A particular problem within the field of branch prediction is accurately predicting loop ends. It is common that program code will include loops which may be executed many times in succession. Such loops typically end with a conditional branch back to the beginning of the loop with that conditional branch being taken many times until the program flow eventually drops out of the loop. It is difficult for global history type mechanisms looking at the immediately preceding pattern of outcomes of conditional branches to readily deal with such loops which are taken a large number of times since a correspondingly large history value and prediction memory needs to be provided to deal with such loops. An alternative approach is to provide a specific mechanism directed toward identifying and predicting loop ends. Such mechanisms may, for example, rely upon the compilers generating specific conditional branch instructions associated with loop program code so that these specific conditional branch instructions may be identified by the hardware and then a count recorded of how many times they are executed before the loop terminates. Once this has been determined, it may be used as a prediction for that loop when it is encounted again. A disadvantage with this approach is that the cost and complexity associated with the provision of these special purpose loop end prediction mechanisms renders them less advantageous overall.

SUMMARY OF THE INVENTION

According to one aspect the present invention provides apparatus for processing data, said apparatus comprising:

a pipelined processing circuit operable to execute program instructions including conditional branch instructions generating branch outcomes; and

a branch prediction circuit operable to generate predictions of branch outcomes of conditional branch program instructions to be executed by said pipelined processing circuit; and

a prefetch circuit operable to supply a stream of program instructions to said pipelined processing circuit for execution in dependence upon said predictions; wherein

said branch prediction circuit comprises:

a branch history register operable to store a branch history value indicative of a preceding sequence of branch outcomes;

a branch prediction memory having prediction memory storage locations addressed in dependence upon at least said branch history value, a prediction memory storage location addressed by a given branch history value being operable to store a prediction of a branch outcome for a next conditional branch instruction following a given preceding sequence of branch outcomes corresponding to said given branch history value; and

a history value generating circuit operable to generate a history value to be stored within said history register in dependence upon a new branch outcome generated by execution of a new conditional branch instruction by said pipelined processing circuit in accordance with:

a first history value mode in which a stored history value represents a preceding sequence of conditional branch instructions that resulted in a mixture of branch taken outcomes and branch not taken outcomes by respective bits within said history value; and

a second history value mode in which a stored history value represents a preceding sequence of conditional branch instructions that resulted in a continuous sequence of branch taken outcomes of greater than a predetermined length by a count value within said history value.
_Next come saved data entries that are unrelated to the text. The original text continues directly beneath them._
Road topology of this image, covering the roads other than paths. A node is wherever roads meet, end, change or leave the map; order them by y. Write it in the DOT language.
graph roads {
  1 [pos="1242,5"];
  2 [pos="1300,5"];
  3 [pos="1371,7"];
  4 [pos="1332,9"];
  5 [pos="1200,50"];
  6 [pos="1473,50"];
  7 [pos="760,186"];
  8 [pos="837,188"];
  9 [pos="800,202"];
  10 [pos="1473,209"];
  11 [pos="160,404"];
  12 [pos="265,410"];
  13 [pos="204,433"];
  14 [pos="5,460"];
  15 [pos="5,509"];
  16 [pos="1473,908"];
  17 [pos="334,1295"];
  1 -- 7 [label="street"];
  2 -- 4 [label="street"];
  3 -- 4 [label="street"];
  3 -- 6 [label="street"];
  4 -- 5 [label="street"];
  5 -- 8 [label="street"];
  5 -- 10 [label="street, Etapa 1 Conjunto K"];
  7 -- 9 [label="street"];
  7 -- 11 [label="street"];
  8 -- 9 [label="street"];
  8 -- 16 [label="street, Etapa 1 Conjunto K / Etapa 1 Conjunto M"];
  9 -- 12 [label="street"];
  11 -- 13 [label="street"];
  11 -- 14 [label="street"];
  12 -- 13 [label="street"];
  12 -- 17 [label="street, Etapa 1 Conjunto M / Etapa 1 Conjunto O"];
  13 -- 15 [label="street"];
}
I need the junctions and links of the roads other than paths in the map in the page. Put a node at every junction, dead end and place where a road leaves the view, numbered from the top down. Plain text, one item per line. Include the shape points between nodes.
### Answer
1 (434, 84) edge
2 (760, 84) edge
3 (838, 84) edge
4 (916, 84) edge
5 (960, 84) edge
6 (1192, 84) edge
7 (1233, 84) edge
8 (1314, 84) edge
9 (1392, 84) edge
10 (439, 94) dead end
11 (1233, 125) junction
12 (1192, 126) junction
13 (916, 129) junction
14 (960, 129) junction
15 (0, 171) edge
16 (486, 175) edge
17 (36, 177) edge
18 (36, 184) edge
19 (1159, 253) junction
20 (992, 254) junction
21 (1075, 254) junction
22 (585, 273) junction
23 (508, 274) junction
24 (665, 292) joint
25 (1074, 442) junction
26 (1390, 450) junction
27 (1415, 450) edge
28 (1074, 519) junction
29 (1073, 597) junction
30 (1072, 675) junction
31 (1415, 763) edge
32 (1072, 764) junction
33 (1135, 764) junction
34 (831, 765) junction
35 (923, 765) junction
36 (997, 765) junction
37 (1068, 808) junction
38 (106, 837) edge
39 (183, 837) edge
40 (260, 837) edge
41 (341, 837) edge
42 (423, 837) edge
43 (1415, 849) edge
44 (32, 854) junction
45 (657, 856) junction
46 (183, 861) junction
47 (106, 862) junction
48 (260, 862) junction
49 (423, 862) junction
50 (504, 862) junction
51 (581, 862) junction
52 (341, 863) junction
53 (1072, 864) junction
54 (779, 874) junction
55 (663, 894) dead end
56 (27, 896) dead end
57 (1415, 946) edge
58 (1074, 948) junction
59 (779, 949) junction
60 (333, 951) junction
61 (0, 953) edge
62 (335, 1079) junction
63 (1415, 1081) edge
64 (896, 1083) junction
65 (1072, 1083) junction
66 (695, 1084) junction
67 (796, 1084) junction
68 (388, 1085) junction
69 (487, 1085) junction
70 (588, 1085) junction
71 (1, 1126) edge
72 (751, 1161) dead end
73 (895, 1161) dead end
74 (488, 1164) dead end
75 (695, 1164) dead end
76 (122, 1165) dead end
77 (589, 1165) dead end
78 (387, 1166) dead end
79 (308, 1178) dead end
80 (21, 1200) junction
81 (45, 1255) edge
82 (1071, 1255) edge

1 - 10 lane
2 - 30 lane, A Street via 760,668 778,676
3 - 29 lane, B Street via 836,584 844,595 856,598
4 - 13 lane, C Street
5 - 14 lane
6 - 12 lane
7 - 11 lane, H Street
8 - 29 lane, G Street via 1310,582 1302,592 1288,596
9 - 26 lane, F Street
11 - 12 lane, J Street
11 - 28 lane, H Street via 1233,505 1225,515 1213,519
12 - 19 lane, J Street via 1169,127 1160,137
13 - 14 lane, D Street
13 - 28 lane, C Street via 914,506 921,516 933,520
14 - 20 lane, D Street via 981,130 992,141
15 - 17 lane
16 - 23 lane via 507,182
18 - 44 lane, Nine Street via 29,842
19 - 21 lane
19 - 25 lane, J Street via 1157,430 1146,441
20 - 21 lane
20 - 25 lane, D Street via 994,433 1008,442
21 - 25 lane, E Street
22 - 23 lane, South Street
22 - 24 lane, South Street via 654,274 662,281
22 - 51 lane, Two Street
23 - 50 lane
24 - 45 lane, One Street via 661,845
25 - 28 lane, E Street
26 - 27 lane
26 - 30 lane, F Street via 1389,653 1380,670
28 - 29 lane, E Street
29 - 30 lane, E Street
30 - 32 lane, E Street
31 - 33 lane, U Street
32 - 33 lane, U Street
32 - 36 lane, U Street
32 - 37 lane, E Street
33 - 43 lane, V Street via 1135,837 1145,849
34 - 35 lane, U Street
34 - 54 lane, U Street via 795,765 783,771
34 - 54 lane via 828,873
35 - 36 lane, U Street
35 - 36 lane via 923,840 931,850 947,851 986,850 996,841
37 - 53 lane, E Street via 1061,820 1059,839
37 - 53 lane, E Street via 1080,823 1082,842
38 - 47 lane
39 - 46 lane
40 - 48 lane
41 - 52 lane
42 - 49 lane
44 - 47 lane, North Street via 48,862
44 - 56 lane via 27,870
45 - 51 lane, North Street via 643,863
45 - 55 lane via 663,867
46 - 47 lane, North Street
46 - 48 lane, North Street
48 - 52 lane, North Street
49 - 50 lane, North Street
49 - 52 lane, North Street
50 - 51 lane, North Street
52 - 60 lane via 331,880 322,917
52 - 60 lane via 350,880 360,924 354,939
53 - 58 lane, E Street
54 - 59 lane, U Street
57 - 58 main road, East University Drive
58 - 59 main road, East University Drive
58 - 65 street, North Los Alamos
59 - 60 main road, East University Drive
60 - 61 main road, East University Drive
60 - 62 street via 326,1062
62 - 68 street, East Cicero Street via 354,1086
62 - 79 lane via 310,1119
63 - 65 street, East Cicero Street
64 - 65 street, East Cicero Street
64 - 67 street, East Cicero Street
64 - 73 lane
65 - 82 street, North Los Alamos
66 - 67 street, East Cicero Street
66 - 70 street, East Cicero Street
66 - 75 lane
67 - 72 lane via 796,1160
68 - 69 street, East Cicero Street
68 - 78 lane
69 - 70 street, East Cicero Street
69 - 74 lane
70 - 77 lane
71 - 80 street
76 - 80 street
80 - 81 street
The present technique recognizes that a single prediction memory can be used in more than one way and switched between modes that are respectively suited to recording information associated with preceding mixtures of branch outcomes so as to predict a new outcome and situations in which a loop is being executed repeatedly with a large number of branch taken outcomes that can be efficiently stored as a count value rather than a sequence of bits each bit representing an individual branch outcome. Thus, the branch prediction mechanism is able to give prediction results for loops which are executed a large number of times without a significant increase in circuit complexity or cost.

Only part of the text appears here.